После ареста Ходорковского в 2003 Абрикосов прислал мне электронное письмо с фотографией «парного портрета» Ж. И. Алфёрова и М. Б. Ходорковского и краткой припиской «Не обязательно там хорошо, где нас нет». Оказалось, что Жорес приглашал Алёшу войти в комитет по присуждению учреждаемой с помощью, в том числе и Ходорковского, новой российской премии «Глобальная энергия». Алёша это предложение отклонил, как будто предвидя предсказуемые ухабы в будущих присуждениях этой премии.
          В 2003 Абрикосов вместе с В. Гинзбургом и Э. Леггеттом получил Нобелевскую премию по физике. Недавно случайно наткнулся в сети на интервью Академика НАН Украины В. Локтева об Абрикосове: «У меня сложилось впечатление, что он был в состоянии легкой прострации от этой грандиозной награды». Я тоже его, естественно, поздравлял, но почувствовал совсем другое настроение, которое можно охарактеризовать словами «давно пора»,  и «кто, если не я?». Вспоминаю статью за приличное время до присуждения премии, где Абрикосов буквально ставил условие Нобелевскому комитету, написав, с кем имярек он делить премию не готов.

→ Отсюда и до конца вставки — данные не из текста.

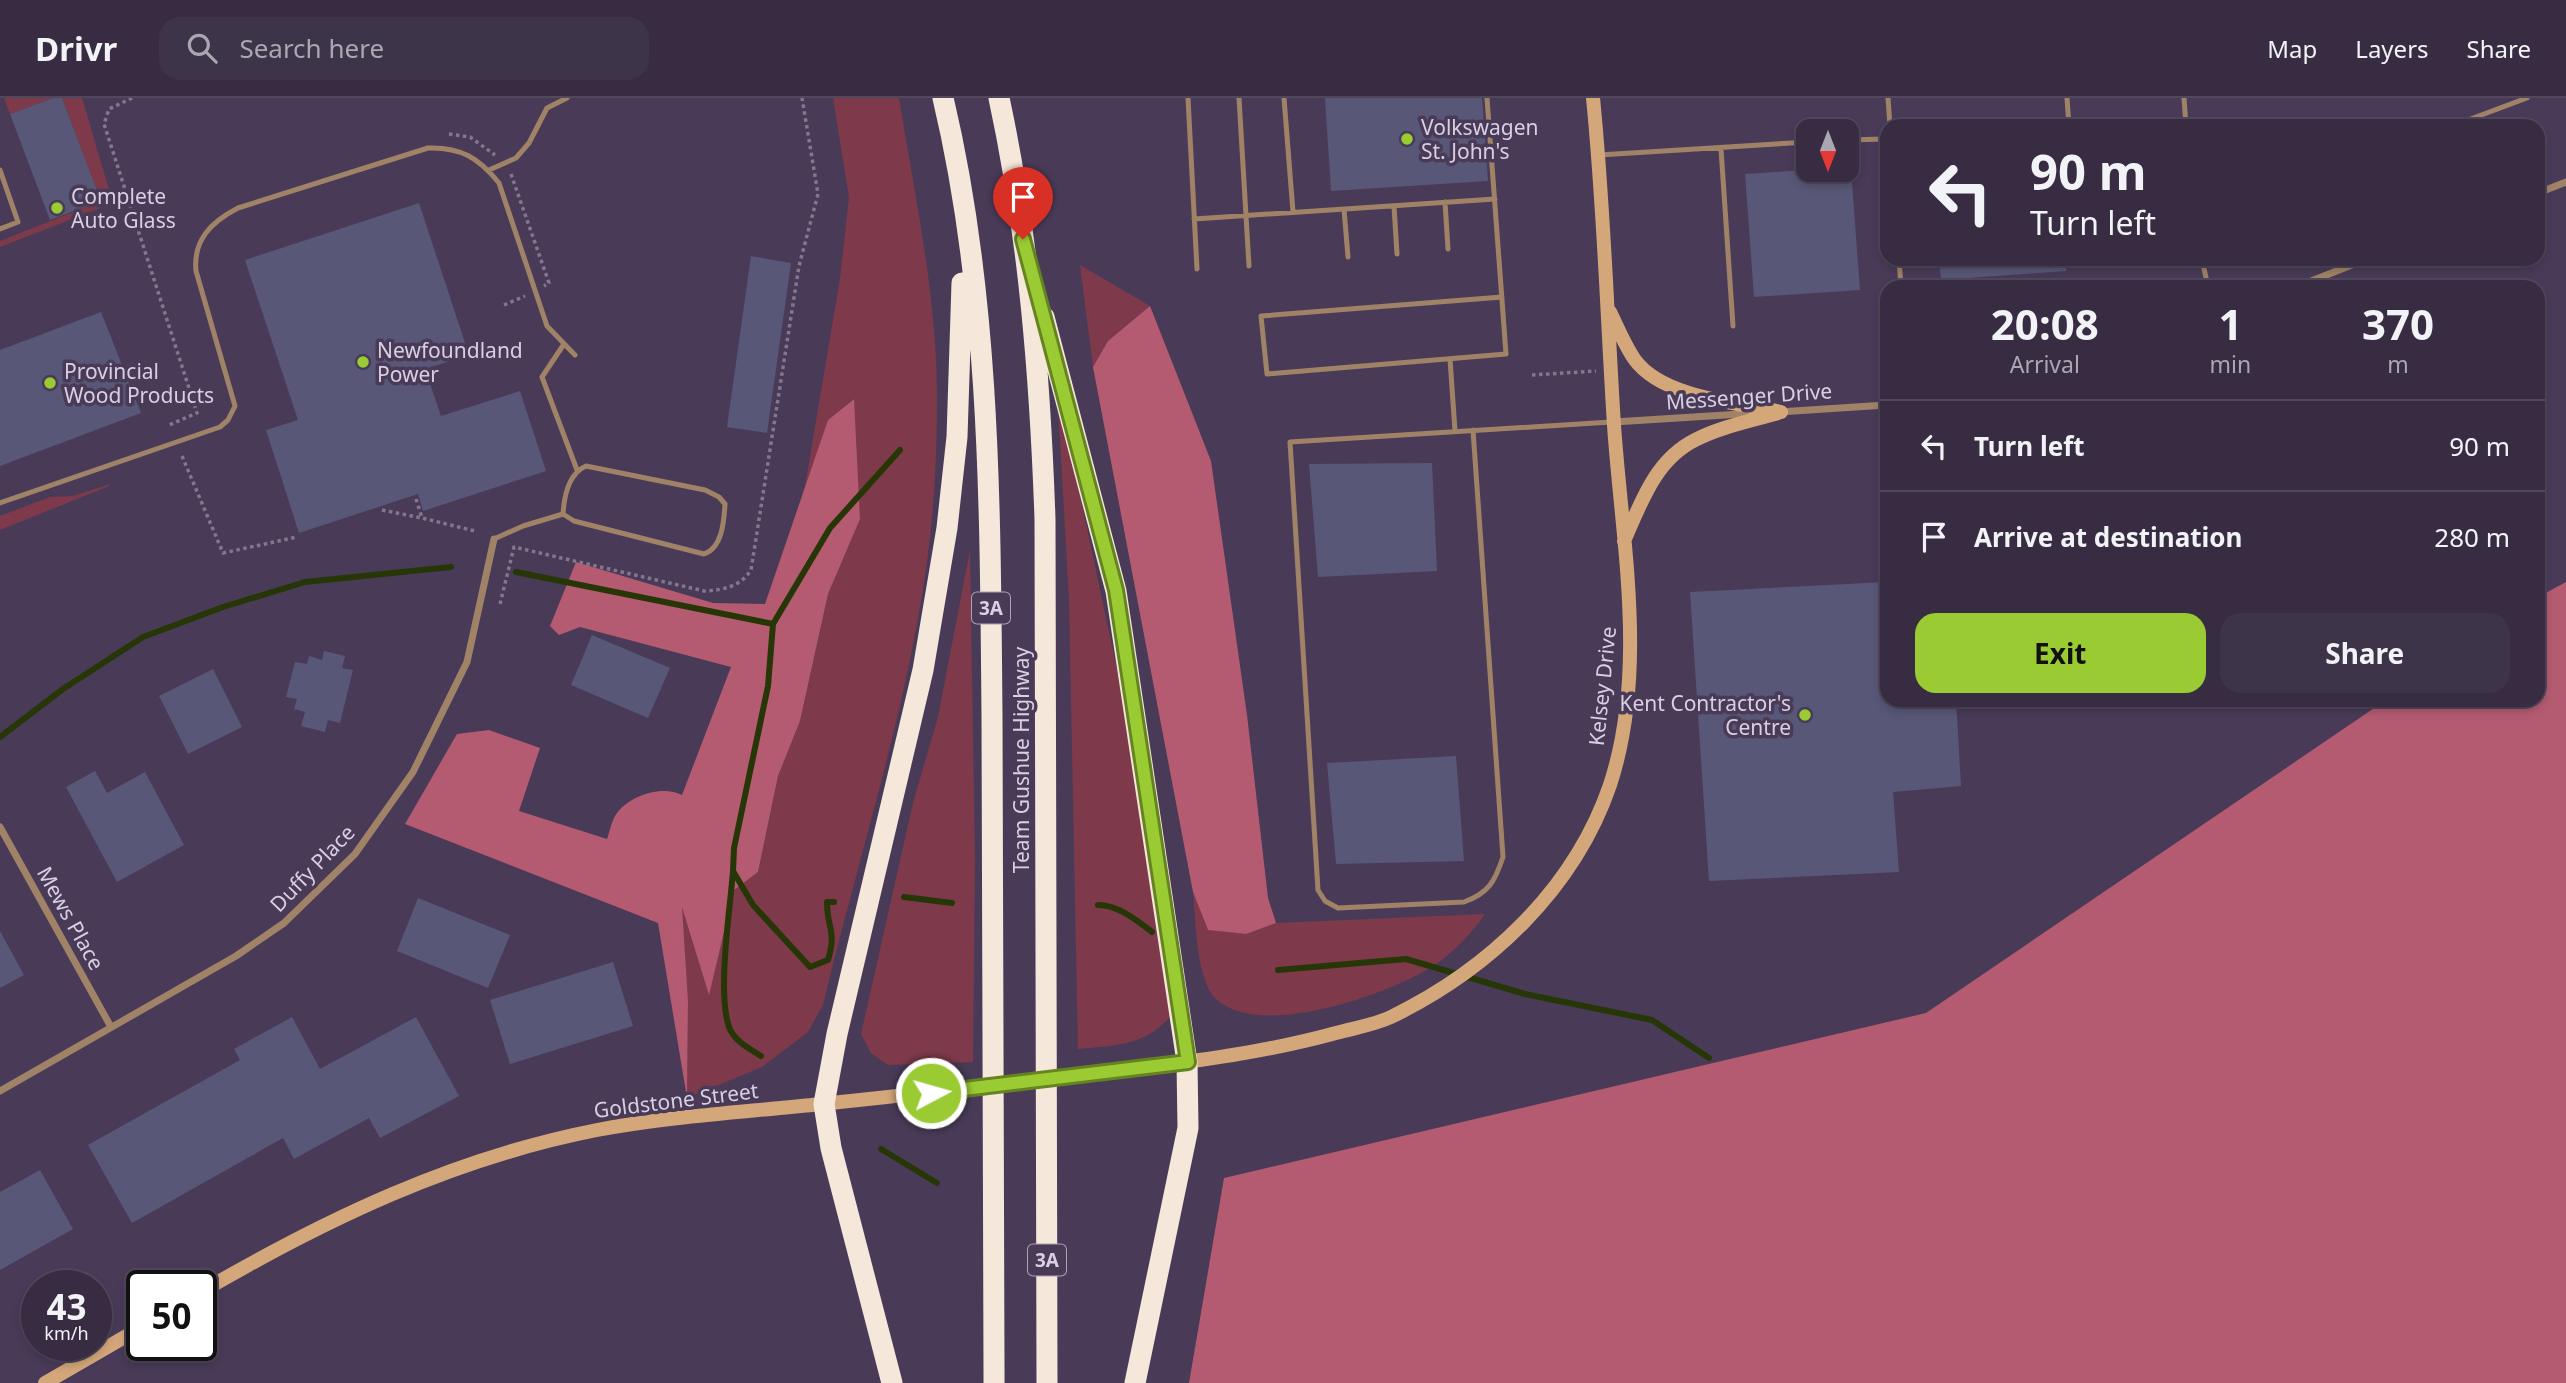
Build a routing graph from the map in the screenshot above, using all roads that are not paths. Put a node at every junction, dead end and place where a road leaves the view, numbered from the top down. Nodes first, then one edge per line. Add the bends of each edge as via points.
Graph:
1 (567, 98) edge
2 (943, 98) edge
3 (999, 98) edge
4 (1188, 98) edge
5 (1239, 98) edge
6 (1284, 98) edge
7 (1487, 98) edge
8 (1593, 98) edge
9 (1888, 98) edge
10 (2067, 98) edge
11 (2184, 98) edge
12 (2527, 98) edge
13 (1890, 119) edge
14 (2068, 119) edge
15 (2186, 119) edge
16 (2471, 119) edge
17 (1880, 139) edge
18 (1859, 140) edge
19 (1796, 143) edge
20 (1721, 149) junction
21 (1599, 155) junction
22 (0, 170) edge
23 (489, 170) junction
24 (2566, 182) edge
25 (2545, 190) edge
26 (1495, 199) junction
27 (1445, 202) junction
28 (1394, 206) junction
29 (1344, 209) junction
30 (963, 211) junction
31 (1293, 212) junction
32 (1246, 215) junction
33 (1194, 219) junction
34 (0, 229) edge
35 (1023, 239) junction
36 (1448, 249) dead end
37 (1397, 254) dead end
38 (1348, 257) dead end
39 (1249, 266) dead end
40 (2349, 266) edge
41 (1197, 269) dead end
42 (2314, 280) edge
43 (1502, 297) junction
44 (1606, 305) junction
45 (1733, 326) dead end
46 (564, 344) junction
47 (575, 355) dead end
48 (1450, 359) junction
49 (1880, 405) edge
50 (1782, 412) junction
51 (1614, 422) junction
52 (1472, 430) junction
53 (1455, 431) junction
54 (577, 470) junction
55 (0, 503) edge
56 (563, 514) junction
57 (495, 538) joint
58 (1624, 542) junction
59 (0, 827) edge
60 (111, 1027) junction
61 (1188, 1062) junction
62 (0, 1091) edge
63 (824, 1104) junction
64 (217, 1283) edge
65 (126, 1336) edge
66 (45, 1383) edge
67 (892, 1383) edge
68 (993, 1383) edge
69 (1046, 1383) edge
70 (1135, 1383) edge

1 - 23 lane via 547,108 529,144 516,158
2 - 30 highway, Team Gushue Highway / 3A
3 - 35 highway, Team Gushue Highway / 3A
4 - 33 lane
5 - 32 lane
6 - 31 lane
7 - 26 lane
8 - 21 main road, Kelsey Drive
9 - 13 lane
10 - 14 lane
11 - 15 lane
12 - 16 lane
17 - 18 lane
19 - 20 lane
20 - 21 lane
20 - 45 lane
21 - 44 main road, Kelsey Drive
22 - 34 lane via 18,222
23 - 46 lane via 506,199 547,326
23 - 55 lane via 460,150 428,148 220,217 201,239 195,259 200,290 233,390 235,406 228,420 220,427
24 - 25 street
26 - 27 lane
26 - 43 lane
27 - 28 lane
27 - 36 lane
28 - 29 lane
28 - 37 lane
29 - 31 lane
29 - 38 lane
30 - 63 highway via 957,437 947,528 923,670
30 - 68 highway, Team Gushue Highway / 3A via 978,334 991,604
31 - 32 lane
32 - 33 lane
32 - 39 lane
33 - 41 lane
35 - 61 highway via 1116,590
35 - 69 highway, Team Gushue Highway / 3A via 1035,330 1045,505
40 - 42 street
43 - 48 lane via 1506,354
43 - 48 lane via 1261,316 1267,374
44 - 50 main road via 1635,360 1654,376 1696,395
44 - 51 main road, Kelsey Drive
46 - 47 lane
46 - 54 lane via 542,377
48 - 53 lane
49 - 50 street, Messenger Drive
50 - 51 street, Messenger Drive
50 - 58 main road via 1695,440 1679,450 1654,477
51 - 52 lane
51 - 58 main road, Kelsey Drive
52 - 53 lane
52 - 53 lane via 1503,857 1495,883 1481,896 1464,902 1338,908 1318,890 1290,442
54 - 56 lane via 564,497
54 - 56 lane via 586,466 705,490 719,497 725,504 717,544 713,551 694,552 574,521
56 - 57 lane
57 - 60 street, Duffy Place via 467,662 413,772 355,854 284,923 236,956
58 - 61 main road, Kelsey Drive via 1628,665 1623,729 1610,784 1589,832 1556,886 1517,933 1458,978 1386,1020 1285,1047
59 - 60 street, Mews Place
60 - 62 street, Duffy Place
61 - 63 main road, Goldstone Street
61 - 70 highway via 1188,1128
63 - 64 main road, Goldstone Street via 626,1126 503,1152 372,1202
63 - 67 highway via 831,1148
65 - 66 main road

А ведь тогда ещё ему и не давали – он просто предостерегал от помещения его в неугодную компанию. Уверен – Алёша отказался бы брать премию, если считал бы тех, с кем его объединил комитет, неподходящей для себя компанией.
В том же интервью есть и такое утверждение: «Алексей Абрикосов сказал, что прежде боялся отойти от дел, поскольку пенсия ему в США не полагается, а теперь он богат». Доля Абрикосова до вычета налогов была примерно 400000 долларов. Эта сумма не обеспечивает независимости, да и не может служить признаком богатства в США. К слову сказать, мы с Алёшей рассчитывали минимальную сумму накопления, необходимого для поддержания жизни без пенсии, но при медицинской страховке, получаемой от Лаборатории. Я оценил сумму в 1 млн., а Алёша – в 3 млн., указав мне, что банковский процент 1993-94 года не следует рассматривать как данность – он может упасть. Коэффициент падения он оценил в 3, и оказался куда более прав, чем я. В реальности же, банковский процент все эти годы продолжал падать и составляет сейчас, наверное, сотую от его величины в 1993-94.

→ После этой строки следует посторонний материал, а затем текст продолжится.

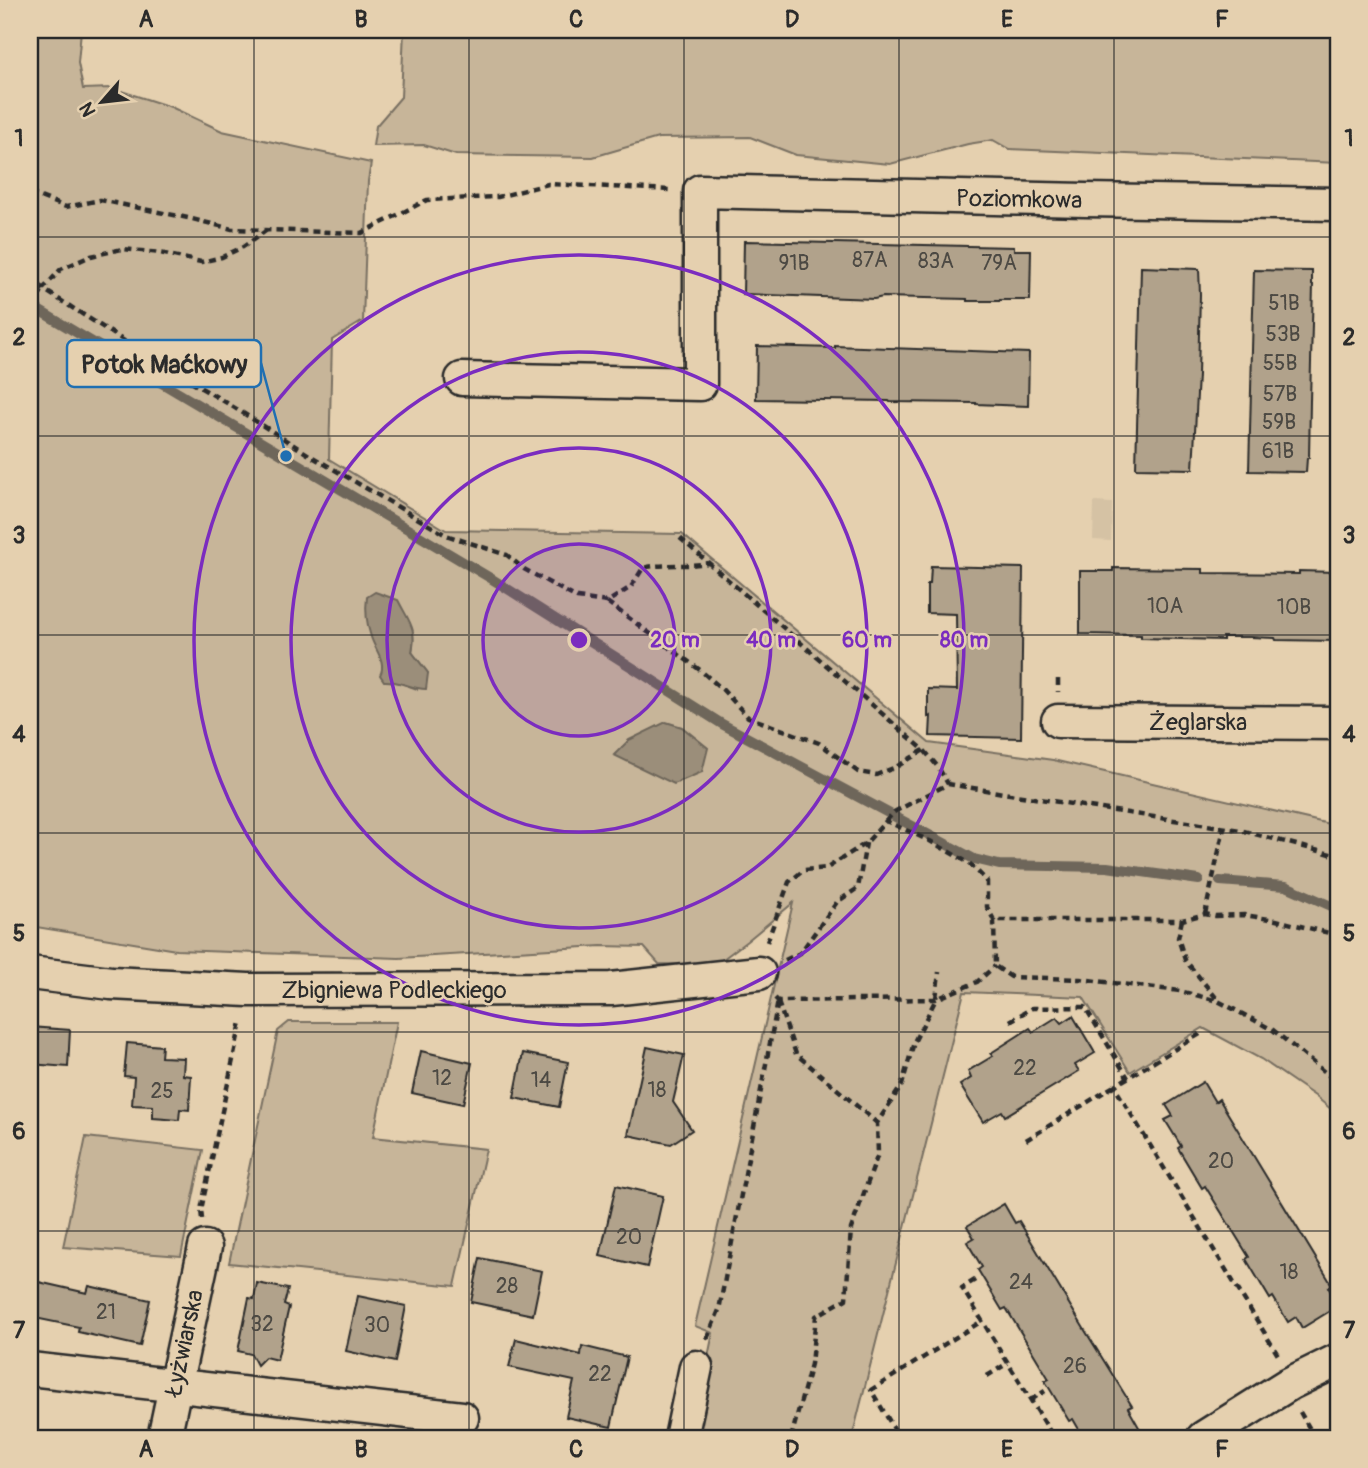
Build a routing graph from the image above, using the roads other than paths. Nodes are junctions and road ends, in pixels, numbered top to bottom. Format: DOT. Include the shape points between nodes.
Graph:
graph roads {
  1 [pos="1338,204"];
  2 [pos="462,379"];
  3 [pos="1058,720"];
  4 [pos="1338,723"];
  5 [pos="759,972"];
  6 [pos="30,973"];
  7 [pos="205,1247"];
  8 [pos="1338,1360"];
  9 [pos="696,1367"];
  10 [pos="30,1368"];
  11 [pos="175,1386"];
  12 [pos="462,1418"];
  13 [pos="164,1438"];
  14 [pos="681,1438"];
  15 [pos="1203,1438"];
  1 -- 2 [label="street, Poziomkowa" via="700,191 699,384"];
  3 -- 4 [label="street, Żeglarska"];
  5 -- 6 [label="street, Zbigniewa Podleckiego" via="611,989 248,990 111,983"];
  7 -- 11 [label="street, Łyżwiarska"];
  8 -- 15 [label="street" via="1289,1384"];
  9 -- 14 [label="street"];
  10 -- 11 [label="street"];
  11 -- 12 [label="street"];
  11 -- 13 [label="street, Łyżwiarska"];
}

Много и подробно Алёша говорил о причинах, понудивших его покинуть СССР. Он их привёл в интервью «Российской газете» в 2003 году: «Во-первых, я видел, что экономика России явно катится вниз. У меня не было сомнений, что первой жертвой этого станет фундаментальная наука, которая никакого дохода не приносит. К тому времени некоторые мои коллеги уже уехали за границу и успешно работали, в том числе в Штатах. Так что я был далеко не первым. Во-вторых, политическая обстановка была неустойчива. Явно назревал какой-то заговор, это я отчетливо чувствовал. И понимал: если он будет успешным, то границы опять закроют, и тогда уже поздно будет».
          В интервью «Радио Свобода» в 2004 Абрикосов сказал примерно то же, что и в личных беседах: «Я уехал из России в 1991 году. С тех пор я ни разу в России не был, потому что, честно говоря, мне не очень нравится то, что там происходит. Говорят о демократии, говорят о рыночной экономике, на самом деле все идет прямо в обратную сторону. В России в свое время, когда я там был, я натерпелся достаточно. И по этому случаю я горжусь тем, что эта премия считается за Америкой. Я этим горжусь».

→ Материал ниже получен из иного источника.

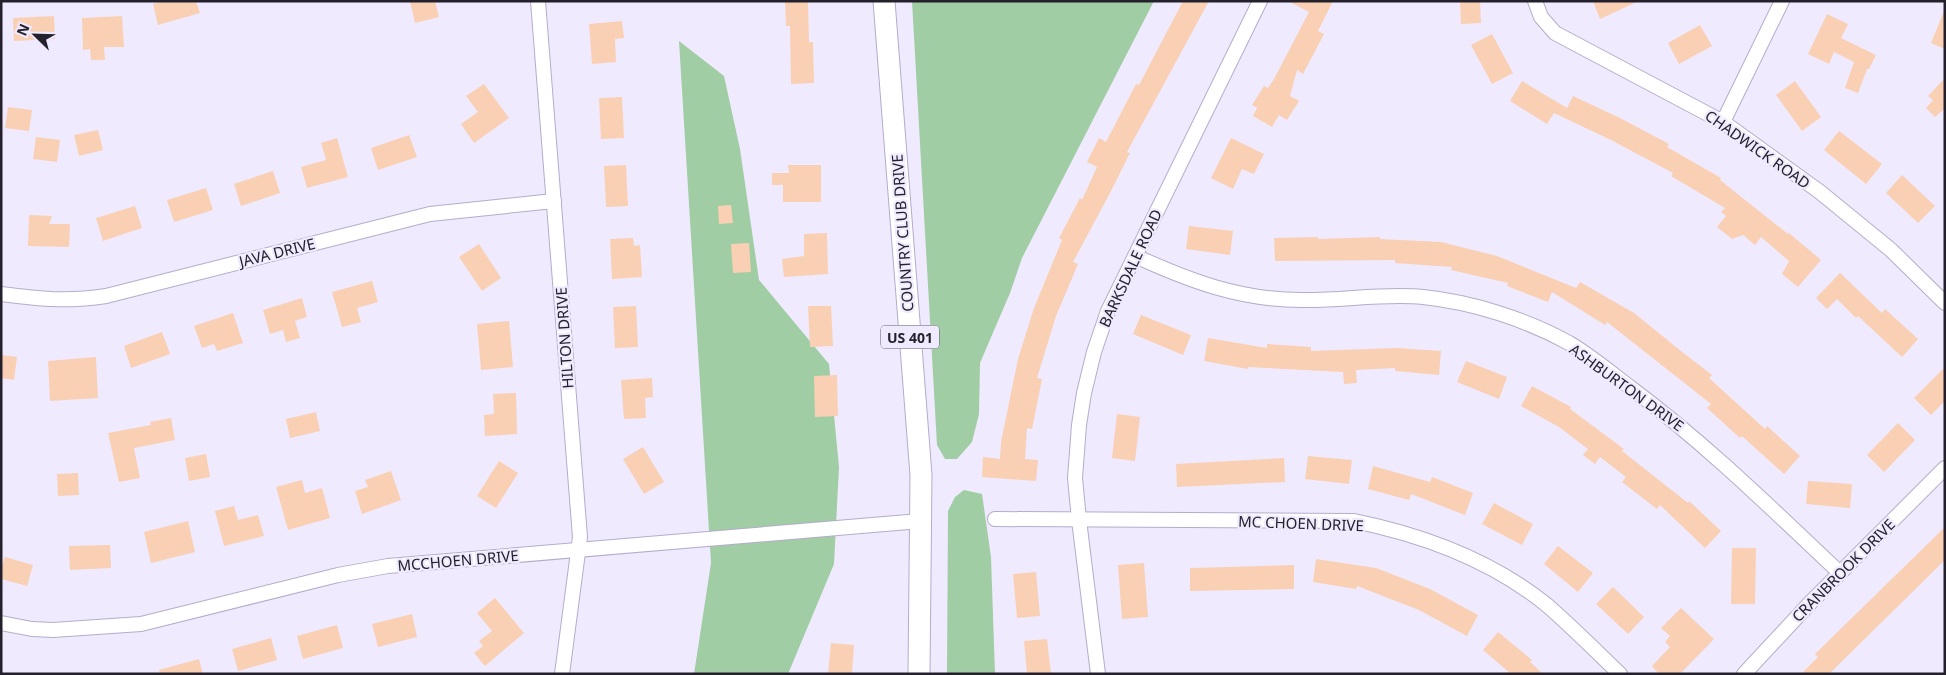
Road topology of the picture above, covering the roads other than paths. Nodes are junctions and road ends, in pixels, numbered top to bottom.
1 (538, 1) edge
2 (884, 1) edge
3 (1260, 1) edge
4 (1535, 1) edge
5 (1782, 1) edge
6 (1723, 122) junction
7 (554, 201) junction
8 (1135, 256) junction
9 (1, 294) edge
10 (1945, 303) edge
11 (1945, 468) edge
12 (995, 519) dead end
13 (1078, 520) junction
14 (920, 522) junction
15 (578, 550) junction
16 (1840, 573) junction
17 (1, 623) edge
18 (562, 674) edge
19 (919, 674) edge
20 (1098, 674) edge
21 (1620, 674) edge
22 (1744, 674) edge

1 - 7 street, HILTON DRIVE
2 - 14 main road, COUNTRY CLUB DRIVE / US 401
3 - 8 street, BARKSDALE ROAD
4 - 6 street, CHADWICK ROAD
5 - 6 street
6 - 10 street, CHADWICK ROAD
7 - 9 street, JAVA DRIVE
7 - 15 street, HILTON DRIVE
8 - 13 street, BARKSDALE ROAD
8 - 16 street, ASHBURTON DRIVE
11 - 16 street, CRANBROOK DRIVE
12 - 13 street, MC CHOEN DRIVE
13 - 20 street, BARKSDALE ROAD
13 - 21 street, MC CHOEN DRIVE
14 - 15 street, MCCHOEN DRIVE
14 - 19 main road, COUNTRY CLUB DRIVE / US 401
15 - 17 street, MCCHOEN DRIVE
15 - 18 street, HILTON DRIVE
16 - 22 street, CRANBROOK DRIVE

          Где-то году в 2004 я попросил Абрикосова подписать, вместе с другими Нобелевскими лауреатами письмо-протест против научного бойкота Израиля. Здесь достичь взаимопонимания, к моему удивлению, не удалось. Его ответ был сух и жёсток: «Я не для того уехал из России, чтобы подписывать какие-либо политические петиции». Ответ меня крайне задел как по содержанию, так и по форме. Так получилось, что мы больше не встречались и не переписывались.